Stored entries:
::::

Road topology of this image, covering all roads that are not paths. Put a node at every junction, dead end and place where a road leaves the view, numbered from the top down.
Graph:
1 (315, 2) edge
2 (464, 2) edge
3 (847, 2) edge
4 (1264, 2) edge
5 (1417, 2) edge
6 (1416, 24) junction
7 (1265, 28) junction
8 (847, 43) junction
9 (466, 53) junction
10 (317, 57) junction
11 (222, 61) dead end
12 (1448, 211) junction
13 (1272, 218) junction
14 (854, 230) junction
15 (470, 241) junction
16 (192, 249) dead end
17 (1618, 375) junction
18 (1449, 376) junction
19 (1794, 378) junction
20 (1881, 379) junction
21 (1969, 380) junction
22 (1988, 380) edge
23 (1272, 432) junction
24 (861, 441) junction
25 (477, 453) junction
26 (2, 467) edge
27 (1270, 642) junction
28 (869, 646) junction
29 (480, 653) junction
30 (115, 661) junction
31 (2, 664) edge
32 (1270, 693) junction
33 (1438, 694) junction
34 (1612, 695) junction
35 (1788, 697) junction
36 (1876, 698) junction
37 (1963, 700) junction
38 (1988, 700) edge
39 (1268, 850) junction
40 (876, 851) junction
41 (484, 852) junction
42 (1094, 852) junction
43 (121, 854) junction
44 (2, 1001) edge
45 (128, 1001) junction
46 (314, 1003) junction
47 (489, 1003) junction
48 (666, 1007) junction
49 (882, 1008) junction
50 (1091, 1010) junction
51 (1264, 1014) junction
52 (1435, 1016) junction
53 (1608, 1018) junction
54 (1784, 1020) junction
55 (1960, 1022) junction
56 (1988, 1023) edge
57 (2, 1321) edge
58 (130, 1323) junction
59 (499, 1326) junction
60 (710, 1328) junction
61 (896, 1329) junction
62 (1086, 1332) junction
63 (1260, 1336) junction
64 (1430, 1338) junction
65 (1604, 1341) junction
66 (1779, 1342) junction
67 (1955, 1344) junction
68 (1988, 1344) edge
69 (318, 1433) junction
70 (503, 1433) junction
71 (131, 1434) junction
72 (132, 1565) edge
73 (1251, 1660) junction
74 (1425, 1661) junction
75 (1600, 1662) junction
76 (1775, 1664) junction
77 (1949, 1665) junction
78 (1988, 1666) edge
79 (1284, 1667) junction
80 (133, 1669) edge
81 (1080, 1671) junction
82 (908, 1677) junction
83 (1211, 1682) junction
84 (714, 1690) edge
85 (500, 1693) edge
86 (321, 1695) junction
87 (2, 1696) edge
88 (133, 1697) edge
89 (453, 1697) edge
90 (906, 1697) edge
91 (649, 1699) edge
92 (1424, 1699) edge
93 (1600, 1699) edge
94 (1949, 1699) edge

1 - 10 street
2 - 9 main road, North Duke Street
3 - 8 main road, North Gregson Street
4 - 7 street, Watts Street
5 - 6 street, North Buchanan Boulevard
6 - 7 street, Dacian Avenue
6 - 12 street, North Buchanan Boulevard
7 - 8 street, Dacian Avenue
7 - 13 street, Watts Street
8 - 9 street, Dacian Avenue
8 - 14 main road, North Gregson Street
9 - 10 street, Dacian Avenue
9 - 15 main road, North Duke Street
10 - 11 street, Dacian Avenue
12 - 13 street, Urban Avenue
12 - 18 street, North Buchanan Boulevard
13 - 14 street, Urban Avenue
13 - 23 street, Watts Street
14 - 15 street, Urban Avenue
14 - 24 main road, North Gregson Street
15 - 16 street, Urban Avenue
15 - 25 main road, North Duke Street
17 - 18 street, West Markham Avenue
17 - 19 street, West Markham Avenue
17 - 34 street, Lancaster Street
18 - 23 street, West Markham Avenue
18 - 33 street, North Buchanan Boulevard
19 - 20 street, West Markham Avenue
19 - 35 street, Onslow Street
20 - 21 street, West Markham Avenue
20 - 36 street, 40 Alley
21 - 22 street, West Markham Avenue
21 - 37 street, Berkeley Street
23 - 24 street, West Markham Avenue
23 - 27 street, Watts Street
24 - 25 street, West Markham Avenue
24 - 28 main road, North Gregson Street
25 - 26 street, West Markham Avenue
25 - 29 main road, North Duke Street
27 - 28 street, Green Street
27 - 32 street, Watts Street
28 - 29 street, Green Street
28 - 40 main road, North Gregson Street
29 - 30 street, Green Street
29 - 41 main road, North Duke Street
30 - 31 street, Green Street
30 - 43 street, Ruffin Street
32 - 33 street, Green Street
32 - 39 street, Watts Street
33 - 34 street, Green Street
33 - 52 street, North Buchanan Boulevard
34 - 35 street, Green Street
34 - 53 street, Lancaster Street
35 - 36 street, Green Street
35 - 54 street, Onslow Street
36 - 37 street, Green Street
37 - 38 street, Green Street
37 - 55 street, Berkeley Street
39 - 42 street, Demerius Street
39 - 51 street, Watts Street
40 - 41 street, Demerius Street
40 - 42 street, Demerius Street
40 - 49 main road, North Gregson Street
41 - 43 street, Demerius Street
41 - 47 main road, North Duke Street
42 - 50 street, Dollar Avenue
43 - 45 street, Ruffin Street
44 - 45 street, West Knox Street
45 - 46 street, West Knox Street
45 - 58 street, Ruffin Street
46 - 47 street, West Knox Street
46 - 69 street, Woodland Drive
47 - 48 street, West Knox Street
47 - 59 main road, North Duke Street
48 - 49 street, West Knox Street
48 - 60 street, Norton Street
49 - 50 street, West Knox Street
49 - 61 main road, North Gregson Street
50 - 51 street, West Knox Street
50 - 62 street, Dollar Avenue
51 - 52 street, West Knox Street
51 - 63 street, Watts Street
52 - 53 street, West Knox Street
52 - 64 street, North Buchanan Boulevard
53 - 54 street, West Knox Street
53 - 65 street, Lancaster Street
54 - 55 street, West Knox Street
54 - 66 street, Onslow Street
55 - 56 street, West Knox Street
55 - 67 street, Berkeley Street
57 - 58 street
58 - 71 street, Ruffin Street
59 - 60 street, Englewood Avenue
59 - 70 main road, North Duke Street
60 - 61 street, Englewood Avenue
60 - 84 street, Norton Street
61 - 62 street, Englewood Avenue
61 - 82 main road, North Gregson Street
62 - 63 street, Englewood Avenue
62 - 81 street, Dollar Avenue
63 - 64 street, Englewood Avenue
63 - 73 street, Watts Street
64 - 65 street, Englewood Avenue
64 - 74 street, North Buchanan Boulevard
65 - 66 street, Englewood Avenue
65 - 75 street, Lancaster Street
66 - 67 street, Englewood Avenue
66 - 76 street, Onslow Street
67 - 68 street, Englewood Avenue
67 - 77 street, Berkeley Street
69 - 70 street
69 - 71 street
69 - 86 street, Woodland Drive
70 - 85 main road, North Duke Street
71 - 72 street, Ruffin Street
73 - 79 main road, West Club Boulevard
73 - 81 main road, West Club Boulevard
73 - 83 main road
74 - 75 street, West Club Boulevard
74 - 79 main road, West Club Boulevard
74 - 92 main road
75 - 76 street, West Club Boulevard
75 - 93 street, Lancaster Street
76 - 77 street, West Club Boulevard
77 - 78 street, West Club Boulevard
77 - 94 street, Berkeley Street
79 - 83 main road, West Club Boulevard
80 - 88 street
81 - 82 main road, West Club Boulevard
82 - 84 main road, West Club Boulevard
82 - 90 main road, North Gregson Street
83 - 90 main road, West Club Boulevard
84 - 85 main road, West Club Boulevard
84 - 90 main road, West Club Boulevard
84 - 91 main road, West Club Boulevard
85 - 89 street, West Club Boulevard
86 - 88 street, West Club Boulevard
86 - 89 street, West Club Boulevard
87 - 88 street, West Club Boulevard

::::

Each entry above must be retyped exactly.

Road topology of this image, covering all roads that are not paths. Put a node at every junction, dead end and place where a road leaves the view, numbered from the top down.
Graph:
1 (315, 2) edge
2 (464, 2) edge
3 (847, 2) edge
4 (1264, 2) edge
5 (1417, 2) edge
6 (1416, 24) junction
7 (1265, 28) junction
8 (847, 43) junction
9 (466, 53) junction
10 (317, 57) junction
11 (222, 61) dead end
12 (1448, 211) junction
13 (1272, 218) junction
14 (854, 230) junction
15 (470, 241) junction
16 (192, 249) dead end
17 (1618, 375) junction
18 (1449, 376) junction
19 (1794, 378) junction
20 (1881, 379) junction
21 (1969, 380) junction
22 (1988, 380) edge
23 (1272, 432) junction
24 (861, 441) junction
25 (477, 453) junction
26 (2, 467) edge
27 (1270, 642) junction
28 (869, 646) junction
29 (480, 653) junction
30 (115, 661) junction
31 (2, 664) edge
32 (1270, 693) junction
33 (1438, 694) junction
34 (1612, 695) junction
35 (1788, 697) junction
36 (1876, 698) junction
37 (1963, 700) junction
38 (1988, 700) edge
39 (1268, 850) junction
40 (876, 851) junction
41 (484, 852) junction
42 (1094, 852) junction
43 (121, 854) junction
44 (2, 1001) edge
45 (128, 1001) junction
46 (314, 1003) junction
47 (489, 1003) junction
48 (666, 1007) junction
49 (882, 1008) junction
50 (1091, 1010) junction
51 (1264, 1014) junction
52 (1435, 1016) junction
53 (1608, 1018) junction
54 (1784, 1020) junction
55 (1960, 1022) junction
56 (1988, 1023) edge
57 (2, 1321) edge
58 (130, 1323) junction
59 (499, 1326) junction
60 (710, 1328) junction
61 (896, 1329) junction
62 (1086, 1332) junction
63 (1260, 1336) junction
64 (1430, 1338) junction
65 (1604, 1341) junction
66 (1779, 1342) junction
67 (1955, 1344) junction
68 (1988, 1344) edge
69 (318, 1433) junction
70 (503, 1433) junction
71 (131, 1434) junction
72 (132, 1565) edge
73 (1251, 1660) junction
74 (1425, 1661) junction
75 (1600, 1662) junction
76 (1775, 1664) junction
77 (1949, 1665) junction
78 (1988, 1666) edge
79 (1284, 1667) junction
80 (133, 1669) edge
81 (1080, 1671) junction
82 (908, 1677) junction
83 (1211, 1682) junction
84 (714, 1690) edge
85 (500, 1693) edge
86 (321, 1695) junction
87 (2, 1696) edge
88 (133, 1697) edge
89 (453, 1697) edge
90 (906, 1697) edge
91 (649, 1699) edge
92 (1424, 1699) edge
93 (1600, 1699) edge
94 (1949, 1699) edge

1 - 10 street
2 - 9 main road, North Duke Street
3 - 8 main road, North Gregson Street
4 - 7 street, Watts Street
5 - 6 street, North Buchanan Boulevard
6 - 7 street, Dacian Avenue
6 - 12 street, North Buchanan Boulevard
7 - 8 street, Dacian Avenue
7 - 13 street, Watts Street
8 - 9 street, Dacian Avenue
8 - 14 main road, North Gregson Street
9 - 10 street, Dacian Avenue
9 - 15 main road, North Duke Street
10 - 11 street, Dacian Avenue
12 - 13 street, Urban Avenue
12 - 18 street, North Buchanan Boulevard
13 - 14 street, Urban Avenue
13 - 23 street, Watts Street
14 - 15 street, Urban Avenue
14 - 24 main road, North Gregson Street
15 - 16 street, Urban Avenue
15 - 25 main road, North Duke Street
17 - 18 street, West Markham Avenue
17 - 19 street, West Markham Avenue
17 - 34 street, Lancaster Street
18 - 23 street, West Markham Avenue
18 - 33 street, North Buchanan Boulevard
19 - 20 street, West Markham Avenue
19 - 35 street, Onslow Street
20 - 21 street, West Markham Avenue
20 - 36 street, 40 Alley
21 - 22 street, West Markham Avenue
21 - 37 street, Berkeley Street
23 - 24 street, West Markham Avenue
23 - 27 street, Watts Street
24 - 25 street, West Markham Avenue
24 - 28 main road, North Gregson Street
25 - 26 street, West Markham Avenue
25 - 29 main road, North Duke Street
27 - 28 street, Green Street
27 - 32 street, Watts Street
28 - 29 street, Green Street
28 - 40 main road, North Gregson Street
29 - 30 street, Green Street
29 - 41 main road, North Duke Street
30 - 31 street, Green Street
30 - 43 street, Ruffin Street
32 - 33 street, Green Street
32 - 39 street, Watts Street
33 - 34 street, Green Street
33 - 52 street, North Buchanan Boulevard
34 - 35 street, Green Street
34 - 53 street, Lancaster Street
35 - 36 street, Green Street
35 - 54 street, Onslow Street
36 - 37 street, Green Street
37 - 38 street, Green Street
37 - 55 street, Berkeley Street
39 - 42 street, Demerius Street
39 - 51 street, Watts Street
40 - 41 street, Demerius Street
40 - 42 street, Demerius Street
40 - 49 main road, North Gregson Street
41 - 43 street, Demerius Street
41 - 47 main road, North Duke Street
42 - 50 street, Dollar Avenue
43 - 45 street, Ruffin Street
44 - 45 street, West Knox Street
45 - 46 street, West Knox Street
45 - 58 street, Ruffin Street
46 - 47 street, West Knox Street
46 - 69 street, Woodland Drive
47 - 48 street, West Knox Street
47 - 59 main road, North Duke Street
48 - 49 street, West Knox Street
48 - 60 street, Norton Street
49 - 50 street, West Knox Street
49 - 61 main road, North Gregson Street
50 - 51 street, West Knox Street
50 - 62 street, Dollar Avenue
51 - 52 street, West Knox Street
51 - 63 street, Watts Street
52 - 53 street, West Knox Street
52 - 64 street, North Buchanan Boulevard
53 - 54 street, West Knox Street
53 - 65 street, Lancaster Street
54 - 55 street, West Knox Street
54 - 66 street, Onslow Street
55 - 56 street, West Knox Street
55 - 67 street, Berkeley Street
57 - 58 street
58 - 71 street, Ruffin Street
59 - 60 street, Englewood Avenue
59 - 70 main road, North Duke Street
60 - 61 street, Englewood Avenue
60 - 84 street, Norton Street
61 - 62 street, Englewood Avenue
61 - 82 main road, North Gregson Street
62 - 63 street, Englewood Avenue
62 - 81 street, Dollar Avenue
63 - 64 street, Englewood Avenue
63 - 73 street, Watts Street
64 - 65 street, Englewood Avenue
64 - 74 street, North Buchanan Boulevard
65 - 66 street, Englewood Avenue
65 - 75 street, Lancaster Street
66 - 67 street, Englewood Avenue
66 - 76 street, Onslow Street
67 - 68 street, Englewood Avenue
67 - 77 street, Berkeley Street
69 - 70 street
69 - 71 street
69 - 86 street, Woodland Drive
70 - 85 main road, North Duke Street
71 - 72 street, Ruffin Street
73 - 79 main road, West Club Boulevard
73 - 81 main road, West Club Boulevard
73 - 83 main road
74 - 75 street, West Club Boulevard
74 - 79 main road, West Club Boulevard
74 - 92 main road
75 - 76 street, West Club Boulevard
75 - 93 street, Lancaster Street
76 - 77 street, West Club Boulevard
77 - 78 street, West Club Boulevard
77 - 94 street, Berkeley Street
79 - 83 main road, West Club Boulevard
80 - 88 street
81 - 82 main road, West Club Boulevard
82 - 84 main road, West Club Boulevard
82 - 90 main road, North Gregson Street
83 - 90 main road, West Club Boulevard
84 - 85 main road, West Club Boulevard
84 - 90 main road, West Club Boulevard
84 - 91 main road, West Club Boulevard
85 - 89 street, West Club Boulevard
86 - 88 street, West Club Boulevard
86 - 89 street, West Club Boulevard
87 - 88 street, West Club Boulevard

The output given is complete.